Task to carry out: Take every line containing "Keep" from the material and copy it.

Records for the task:
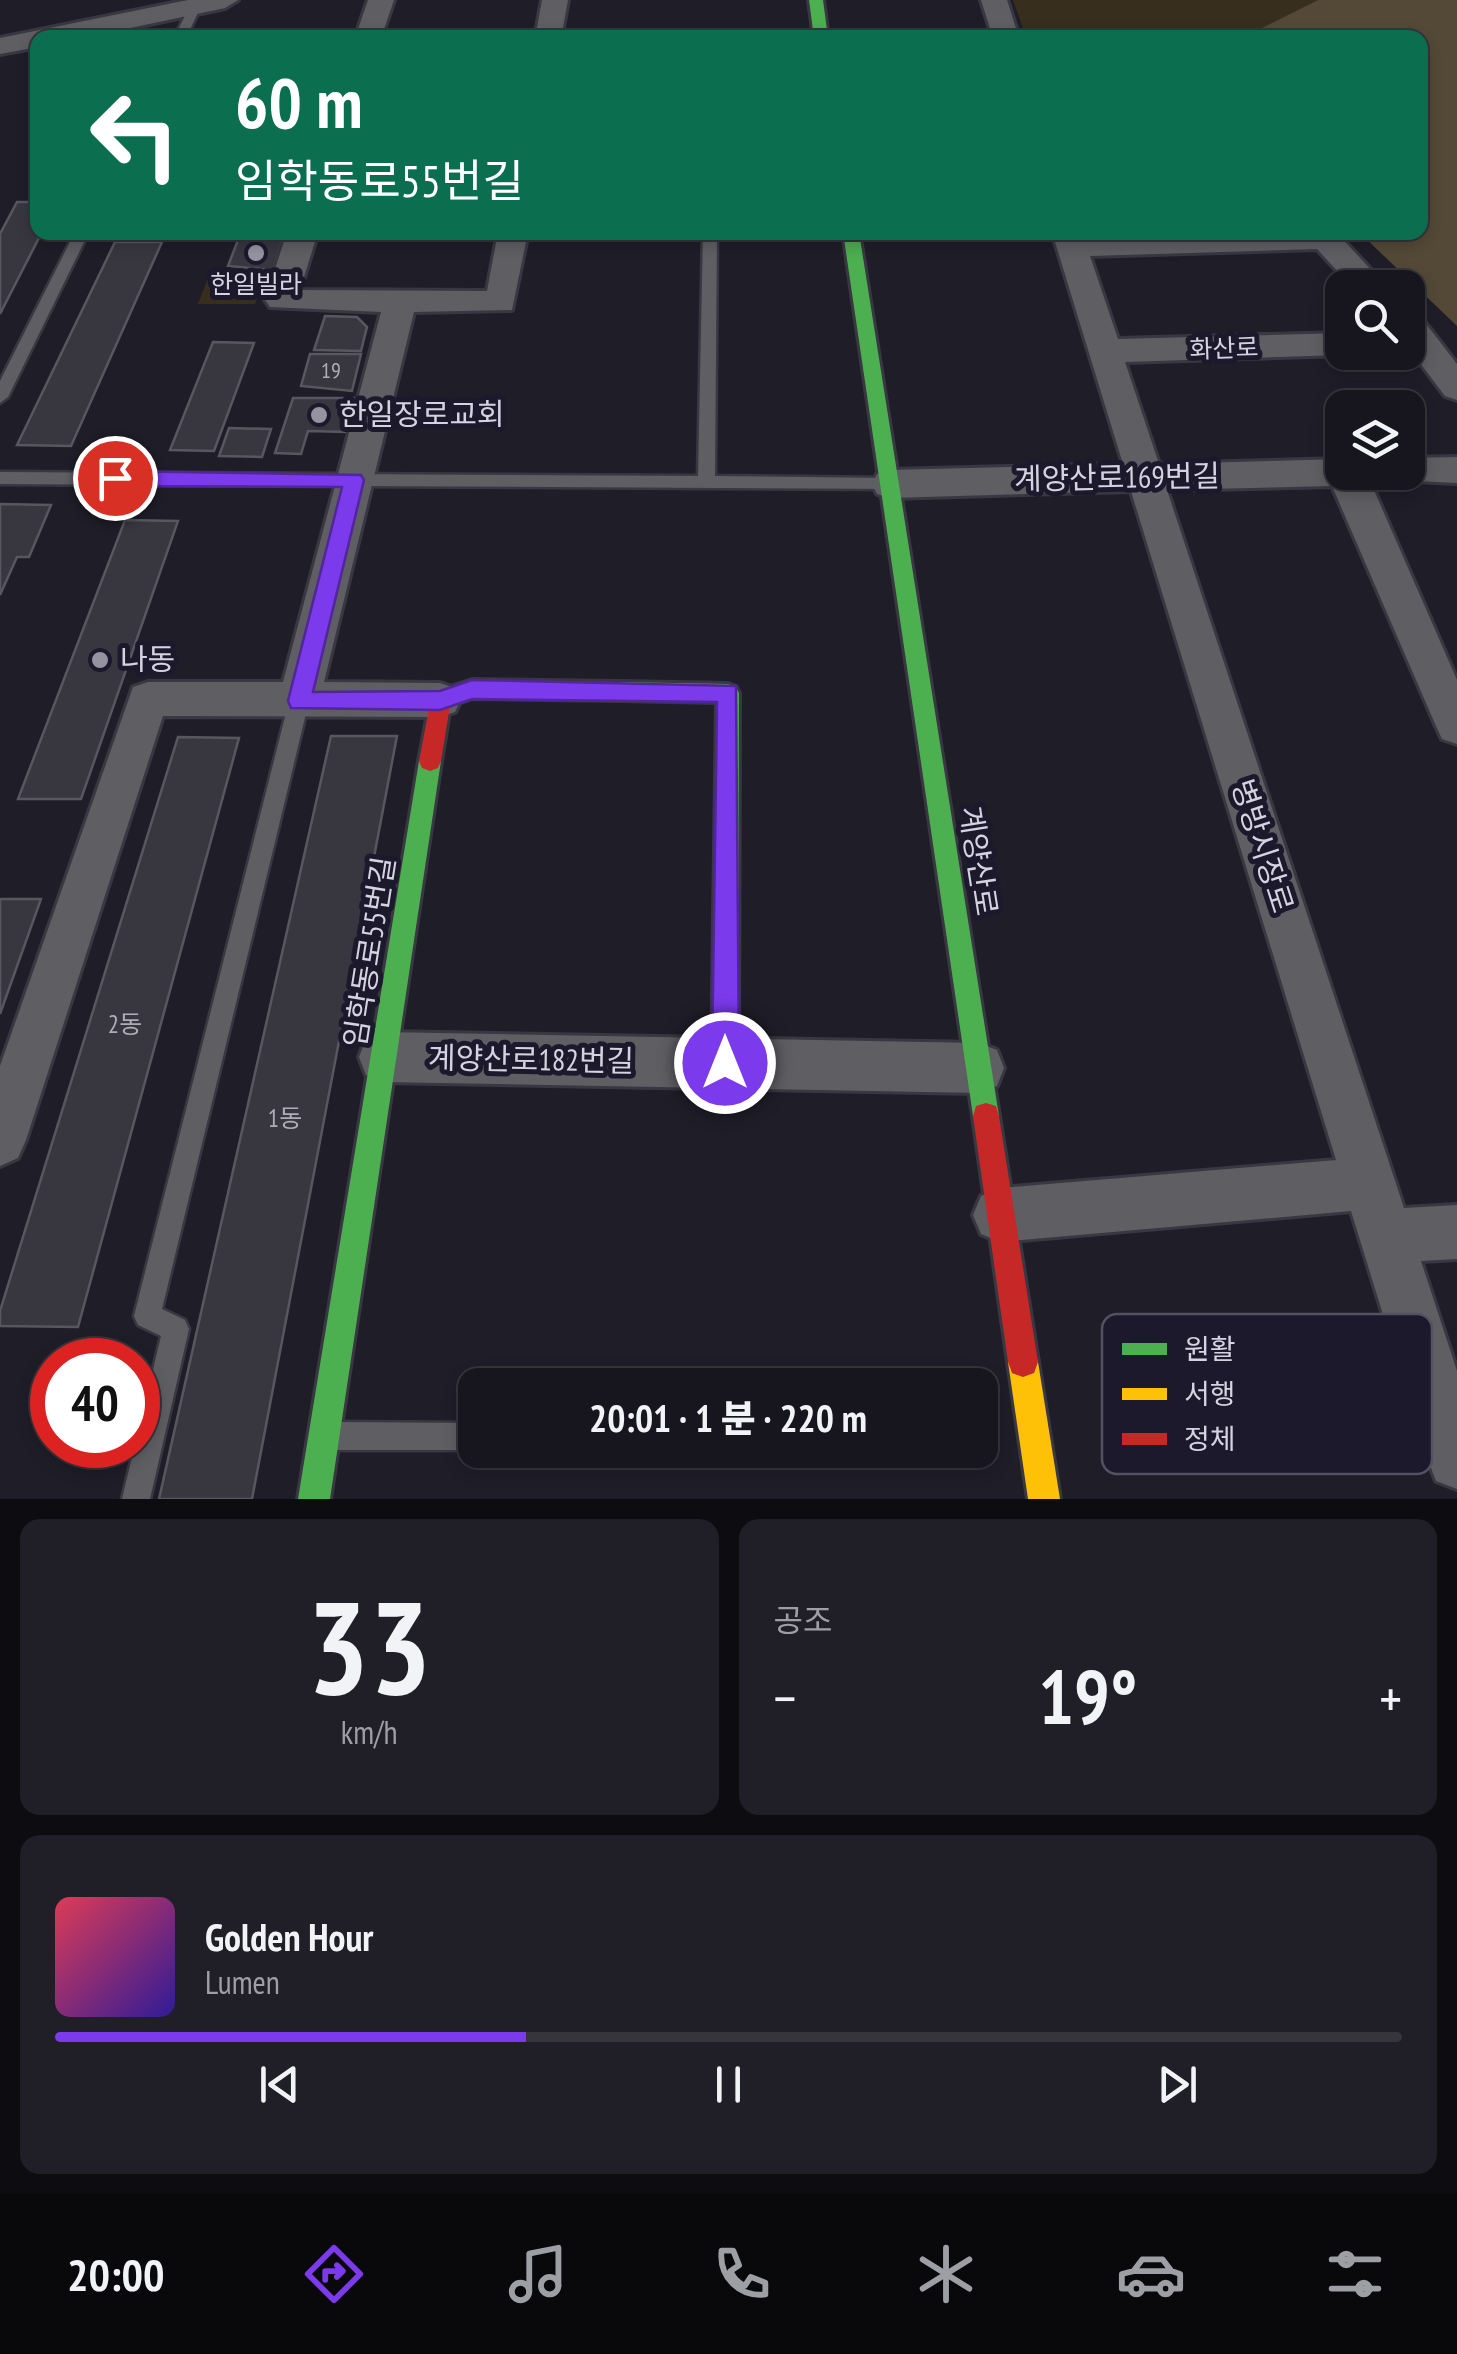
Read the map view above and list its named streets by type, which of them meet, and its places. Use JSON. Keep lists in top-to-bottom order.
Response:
{
  "streets": {
    "street": [
      "화산로",
      "계양산로169번길",
      "병방시장로",
      "계양산로",
      "임학동로55번길",
      "계양산로182번길"
    ]
  },
  "crossings": [
    ["화산로", "병방시장로"],
    ["계양산로169번길", "병방시장로"],
    ["계양산로169번길", "계양산로"],
    ["계양산로", "계양산로182번길"],
    ["임학동로55번길", "계양산로182번길"]
  ],
  "places": ["한일빌라", "한일장로교회", "나동"],
  "house_numbers": ["19", "2동", "1동"],
  "legend": ["원활", "서행", "정체"],
  "page": {
    "turn": ["60 m", "임학동로55번길"],
    "limit": "40",
    "trip": "20:01 · 1 분 · 220 m",
    "tile": [
      ["33", "km/h"],
      "공조"
    ],
    "heat": ["−", "19°", "+"],
    "song": ["Golden Hour", "Lumen"],
    "tabs": "20:00"
  }
}
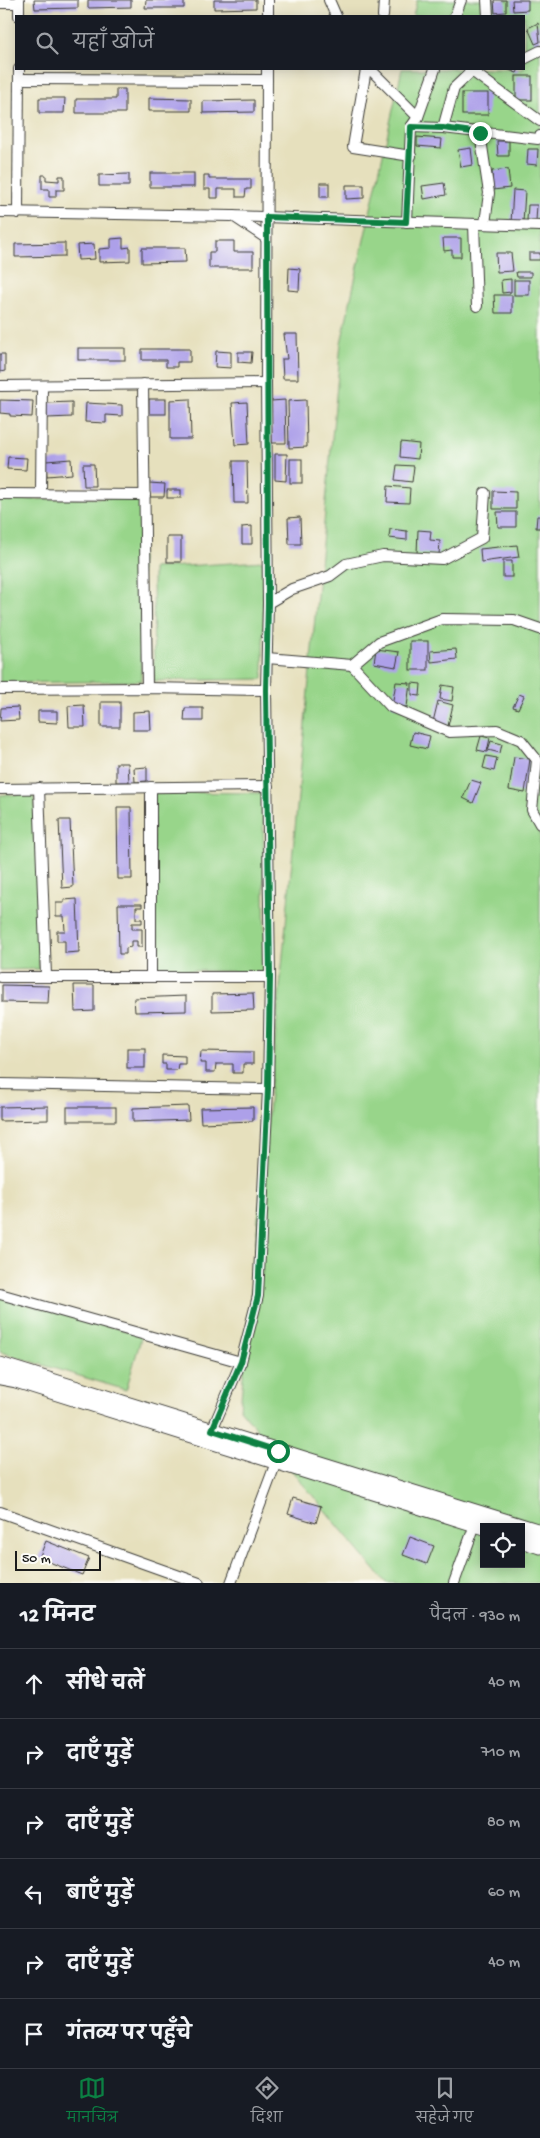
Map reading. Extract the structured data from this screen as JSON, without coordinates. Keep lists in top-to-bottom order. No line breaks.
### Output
{"scale_bar":"50 m","page":{"search":"यहाँ खोजें","scale":"50 m","heading":["12 मिनट","पैदल · 930 m"],"list":[["सीधे चलें","40 m"],["दाएँ मुड़ें","710 m"],["दाएँ मुड़ें","80 m"],["बाएँ मुड़ें","60 m"],["दाएँ मुड़ें","40 m"],"गंतव्य पर पहुँचे"],"nav":["मानचित्र","दिशा","सहेजे गए"]}}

Written answer:
Read the map view above and list its named streets by type, which of them meet, and its places. Use JSON. Keep lists in top-to-bottom order.
Map reading. Extract the structured data from this screen as JSON, without coordinates. Keep lists in top-to-bottom order. No line breaks.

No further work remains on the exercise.